I can understand the newbie that comes in posting a problem using a cursor, but I have a hard time understanding those replying with solutions that use cursors: Why do those with more experience perpetuate the poor programming practice of using cursors?
Those coming from Oracle or other databases had little or no choice in the matter (e.g. lack of temp tables), but once they've entered SQLServer land (sybase or MS) why do they not embrace the new world? Perhaps it is because they're in Rome and the Romans (the rest of us) have not learned how to do things as the god (whoever that is) of relational theory intended?
This post may generate some ire, or it may generate silence, but despite my (semi)belligerent style, I hope to stimulate some discussion/introspection.
ducking and covering,
J
P.S. Yes there have been a very few times (though far less now that UDFs are available) when row by row processing was absolutely necessary. And yes, the code was faster NOT using the cursor and its overhead.
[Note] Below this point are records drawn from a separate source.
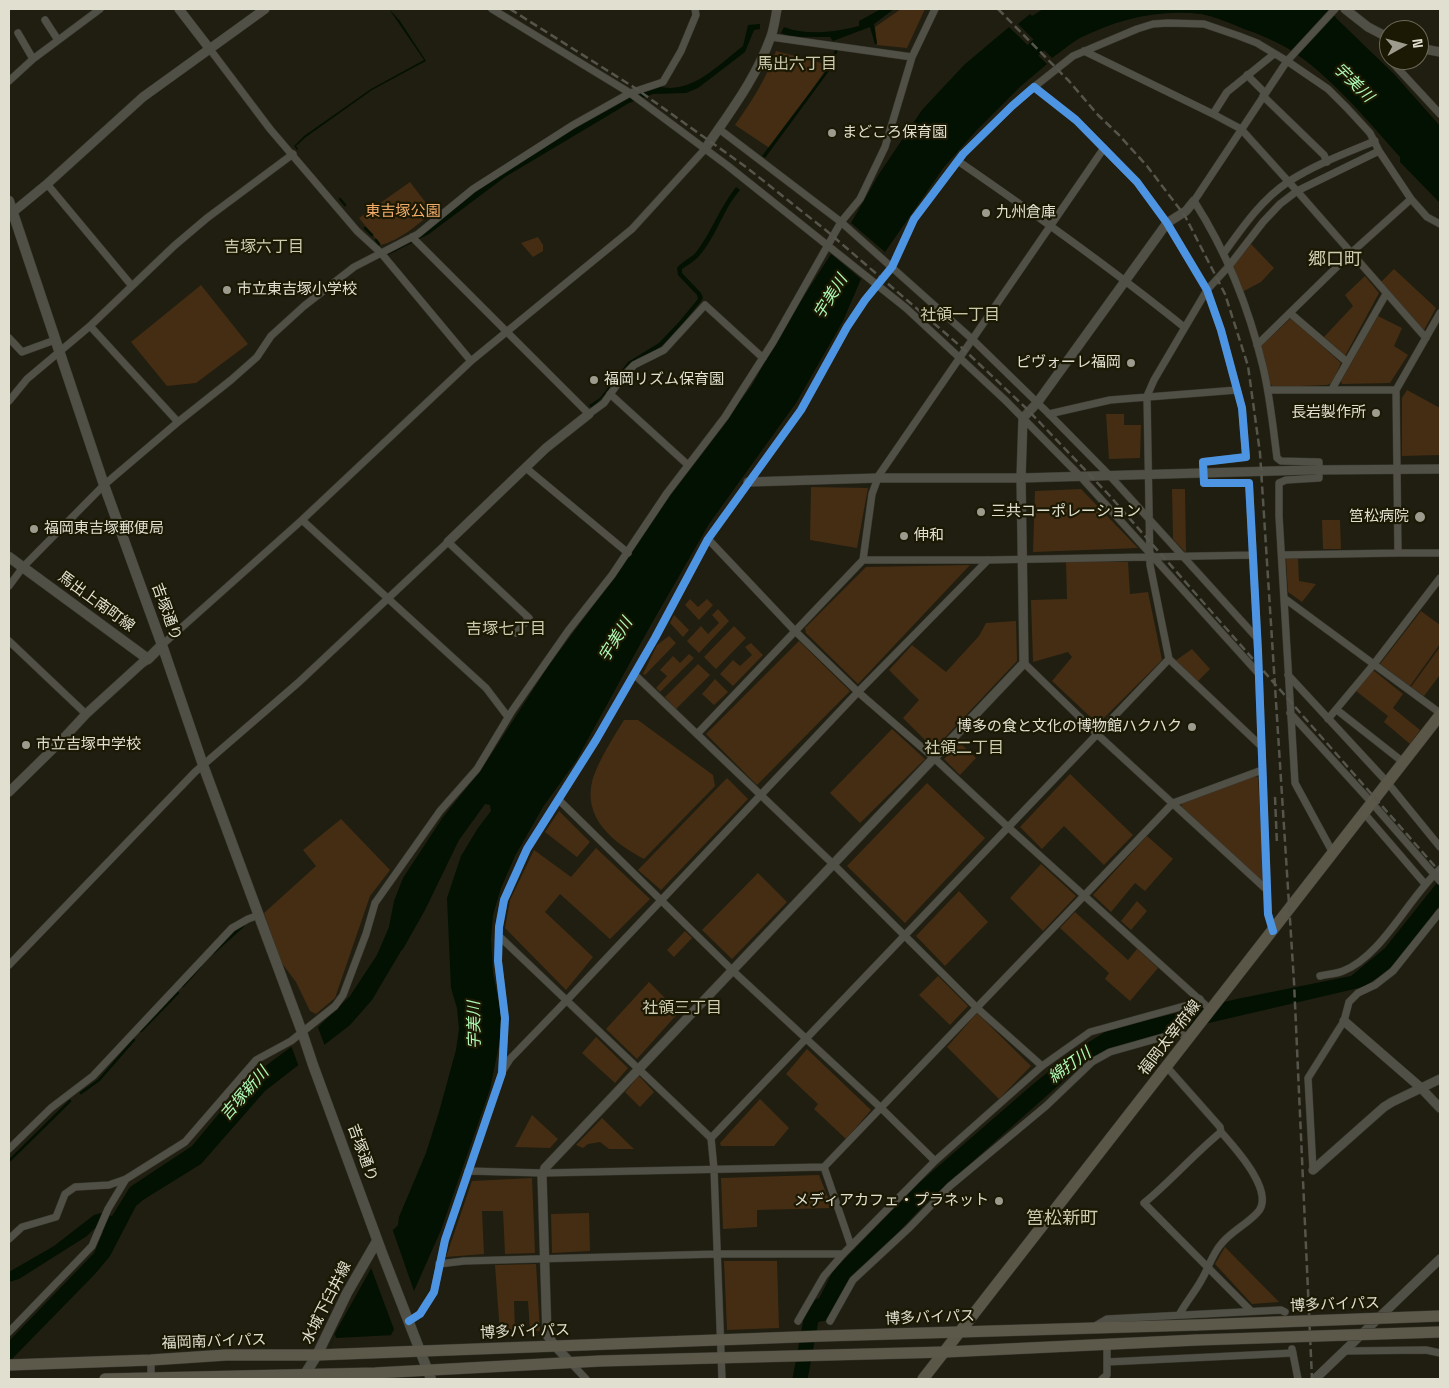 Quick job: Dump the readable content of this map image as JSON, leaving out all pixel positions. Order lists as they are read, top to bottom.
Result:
{
  "streets": {
    "highway": ["博多バイパス", "福岡南バイパス"],
    "main road": [
      "馬出上南町線",
      "吉塚通り",
      "福岡太宰府線",
      "水城下臼井線"
    ]
  },
  "crossings": [
    ["吉塚通り", "水城下臼井線"],
    ["福岡太宰府線", "博多バイパス"],
    ["水城下臼井線", "福岡南バイパス"],
    ["博多バイパス", "福岡南バイパス"]
  ],
  "districts": [
    "馬出六丁目",
    "吉塚六丁目",
    "郷口町",
    "社領一丁目",
    "吉塚七丁目",
    "社領二丁目",
    "社領三丁目",
    "筥松新町"
  ],
  "water": ["宇美川", "綿打川", "吉塚新川"],
  "parks": ["東吉塚公園"],
  "places": [
    "まどころ保育園",
    "九州倉庫",
    "市立東吉塚小学校",
    "ピヴォーレ福岡",
    "福岡リズム保育園",
    "長岩製作所",
    "三共コーポレーション",
    "筥松病院",
    "福岡東吉塚郵便局",
    "伸和",
    "博多の食と文化の博物館ハクハク",
    "市立吉塚中学校",
    "メディアカフェ・プラネット"
  ],
  "north": "right"
}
P.P.S. If I'm not run out of town with this one maybe I can start a fire with the "why are developers re-inventing the wheel by implementing their own user/security tables?" topic.
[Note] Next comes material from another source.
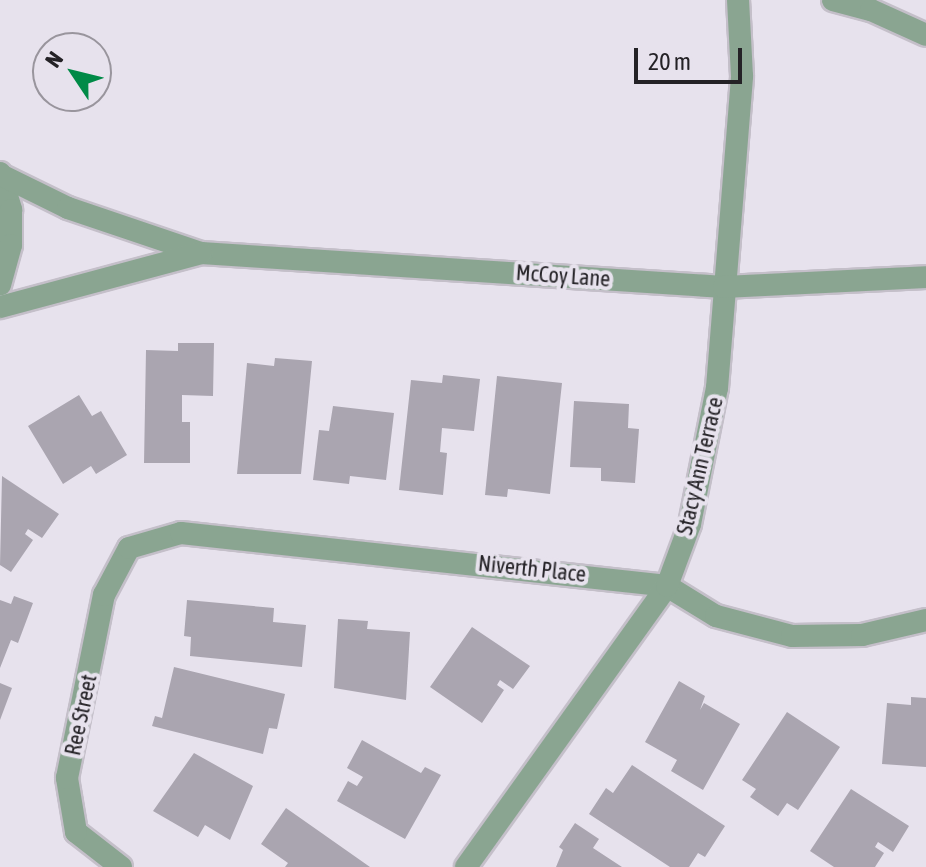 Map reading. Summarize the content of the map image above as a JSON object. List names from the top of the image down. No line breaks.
{"streets":{"street":["McCoy Lane","Stacy Ann Terrace","Niverth Place","Ree Street"]},"crossings":[["McCoy Lane","Stacy Ann Terrace"],["Stacy Ann Terrace","Niverth Place"],["Niverth Place","Ree Street"]],"scale_bar":"20 m","north":"top left"}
P.P.P.S. Oh yeah, that one time? It was only because I didn't have SA authority on the server.
November 24, 2004 at 3:20 am
OK I'll bite and be the first to jump in.
Cursor!! - don't make me larf, I'll do it using proper programming.
But seriously, when I first started SQL programming I'd come from applications programming where everything you do is sequential, so had difficulty getting my head around the set approach. Yes we did Sets and Venn diagrammes and all that at school but it didn't translate (in my mind) to real life.
So cursors were an easy option when faced with something difficult. I suspect that this is something that most rookie SQL programmes still find.
With experience I realise (and agree with you) that there are very few situations where you cannot acheive your aim without looking at each row at a time.
I've found that even on those occasions where a cursor is the only answer, if I step back and look at the (very) big picture I've probably got my system design a bit wrong and am doing the processing in the wrong place (i.e. should be middle-tier processing NOT at the database).
So, 1 vote against.
Sam
November 24, 2004 at 3:43 am
I've always managed to avoid cursors in an actual application, however I have used them for altering table design. Someone gave me a database with several table that had lots of fields that were all char(300) when varchar was what was required. A cursor looping through the columns saved me a lot of time, so they do have uses, but I agree with Sam that if you have to use them in an application then you should be taking a step back and looking at the design.
Regards,Iain
November 24, 2004 at 5:26 am
I wrote an algorithm that maximized profitability based on the sum of independent variables (sale items) that equaled a particular goal. For example, I want a 5% increase in my gross revenues and each sale item can fluctuate between -10% and +10%. I could just do an across the board 5% increase on each sale item. However, each sale item has different profitability. Some are loss leaders and others are very profitable. Based on historical volume I must calculate the best way to hit my goal.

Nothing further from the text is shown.